I finished stocking my tank and here is a list of the final inhabitants

1 male guppy
1 red tailed shark
1 Blue platy
1 gold barb
1 red clawed crab
1 african dwarf frog
1 long finned leapord danio
1 beacon tetra
1 male b-nose pleco
2 albino cory cats
2 common plecos
3 Julii cory cats (2 of which I bought yesterday)
4 clown loaches
4 silver dollars (which I bought yesterday)


----------



## Death in #'s (Apr 29, 2003)




----------



## piranha45 (Apr 8, 2003)

bleh


----------



## lament configuration (Jun 22, 2003)

how are you supposed to enjoy your community tank if you are at boot camp and then in the navy full time?


----------



## piranha45 (Apr 8, 2003)

BeansAranguren said:


> how are you supposed to enjoy your community tank if you are at boot camp and then in the navy full time?


 easy... throw a midas in there to clean up on the day before boot camp


----------



## Innes (Jan 13, 2003)

bgshortys said:


> I finished stocking my tank and here is a list of the final inhabitants
> 
> 1 male guppy
> 1 red tailed shark
> ...


 nice list - how big is the tank?


----------



## acestro (Jul 7, 2003)

> bleh


Yeah, I think most people on this board left the community tank behind a long time ago.
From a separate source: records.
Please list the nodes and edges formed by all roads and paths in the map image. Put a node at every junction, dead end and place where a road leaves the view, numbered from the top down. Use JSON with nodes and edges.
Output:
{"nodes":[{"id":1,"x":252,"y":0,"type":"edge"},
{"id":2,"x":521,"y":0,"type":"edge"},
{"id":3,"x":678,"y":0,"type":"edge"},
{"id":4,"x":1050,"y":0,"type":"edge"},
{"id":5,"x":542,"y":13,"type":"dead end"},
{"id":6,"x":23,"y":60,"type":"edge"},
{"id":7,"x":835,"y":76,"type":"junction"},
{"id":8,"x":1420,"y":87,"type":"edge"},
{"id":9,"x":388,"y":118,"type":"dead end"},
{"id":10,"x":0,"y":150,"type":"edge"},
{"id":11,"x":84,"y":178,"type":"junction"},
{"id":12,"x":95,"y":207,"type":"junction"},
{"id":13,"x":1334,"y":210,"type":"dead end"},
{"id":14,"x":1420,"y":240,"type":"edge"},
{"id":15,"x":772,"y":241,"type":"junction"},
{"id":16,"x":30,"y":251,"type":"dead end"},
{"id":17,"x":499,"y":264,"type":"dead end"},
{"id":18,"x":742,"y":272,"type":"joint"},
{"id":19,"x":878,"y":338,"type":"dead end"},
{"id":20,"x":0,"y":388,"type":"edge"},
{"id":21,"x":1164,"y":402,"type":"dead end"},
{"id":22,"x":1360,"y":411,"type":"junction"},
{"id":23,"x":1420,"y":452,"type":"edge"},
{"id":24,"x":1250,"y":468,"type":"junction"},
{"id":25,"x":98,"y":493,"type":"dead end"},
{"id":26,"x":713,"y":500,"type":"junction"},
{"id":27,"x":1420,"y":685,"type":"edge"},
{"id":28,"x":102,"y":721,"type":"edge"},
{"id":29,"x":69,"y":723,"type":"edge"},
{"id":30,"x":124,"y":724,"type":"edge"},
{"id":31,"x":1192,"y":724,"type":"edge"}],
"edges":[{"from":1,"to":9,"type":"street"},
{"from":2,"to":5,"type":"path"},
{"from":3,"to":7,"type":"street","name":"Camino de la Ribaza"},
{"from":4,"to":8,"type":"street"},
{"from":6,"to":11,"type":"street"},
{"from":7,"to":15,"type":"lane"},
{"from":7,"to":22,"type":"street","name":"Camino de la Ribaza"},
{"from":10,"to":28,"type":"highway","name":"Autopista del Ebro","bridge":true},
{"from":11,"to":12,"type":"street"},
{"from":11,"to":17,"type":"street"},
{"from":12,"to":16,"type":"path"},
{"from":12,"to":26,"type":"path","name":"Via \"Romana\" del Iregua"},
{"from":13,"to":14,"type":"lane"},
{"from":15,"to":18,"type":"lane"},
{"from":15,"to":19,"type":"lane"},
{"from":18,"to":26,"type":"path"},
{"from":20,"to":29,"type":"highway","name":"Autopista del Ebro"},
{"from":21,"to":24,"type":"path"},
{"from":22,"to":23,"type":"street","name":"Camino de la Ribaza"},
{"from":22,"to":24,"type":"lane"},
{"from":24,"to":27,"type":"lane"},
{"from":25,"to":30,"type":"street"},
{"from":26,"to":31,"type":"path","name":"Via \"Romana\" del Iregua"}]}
I can appreciate it, however, every time I try it a cichlid or other aggressor sneaks its way in and ruins it!


----------



## bobme (Feb 17, 2003)

nice long list, pics?


----------



## Innes (Jan 13, 2003)

acestro said:


> > bleh
> 
> 
> Yeah, I think most people on this board left the community tank behind a long time ago. I can appreciate it, however, every time I try it a cichlid or other aggressor sneaks its way in and ruins it!


lol - I keep community tanks, and IMO they are the bomb


----------



## Xenon (Nov 15, 2002)

bgshortys said:


> I finished stocking my tank and here is a list of the final inhabitants
> 
> 1 male guppy
> 1 red tailed shark
> ...


 nice collection, you gotta love a person who can find enjoyment in all fish!


----------



## acestro (Jul 7, 2003)

> lol - I keep community tanks, and IMO they are the bomb


They are, I've just gotten progressively worse at not converting them!
Pics would be nice, sounds like a potentially colorful tank.


----------



## Innes (Jan 13, 2003)

acestro said:


> > lol - I keep community tanks, and IMO they are the bomb
> 
> 
> They are, I've just gotten progressively worse at not converting them!
> Pics would be nice, sounds like a potentially colorful tank.


 if you want pics of mine - you will have to wait untill mondat as the film is getting developed, but as they are not from a digi cam I have no idea whether they will be as bad as the last ones or even worse


----------



## bgshortys (Apr 7, 2003)

Death in # said:


>



















































































these are old pics but you cant say this thread is worthless now.

P.S. Community tanks are the bomb, espically watching a school of silver dollars swimming above a school of resting clownloaches with a frog swimming up to grab some air and seeing plecos munching on the fake plants all at the same time.


----------



## Mr.P (Jul 14, 2003)

Nice community you got there. I'm not too crazy about them but you have a nice one.


----------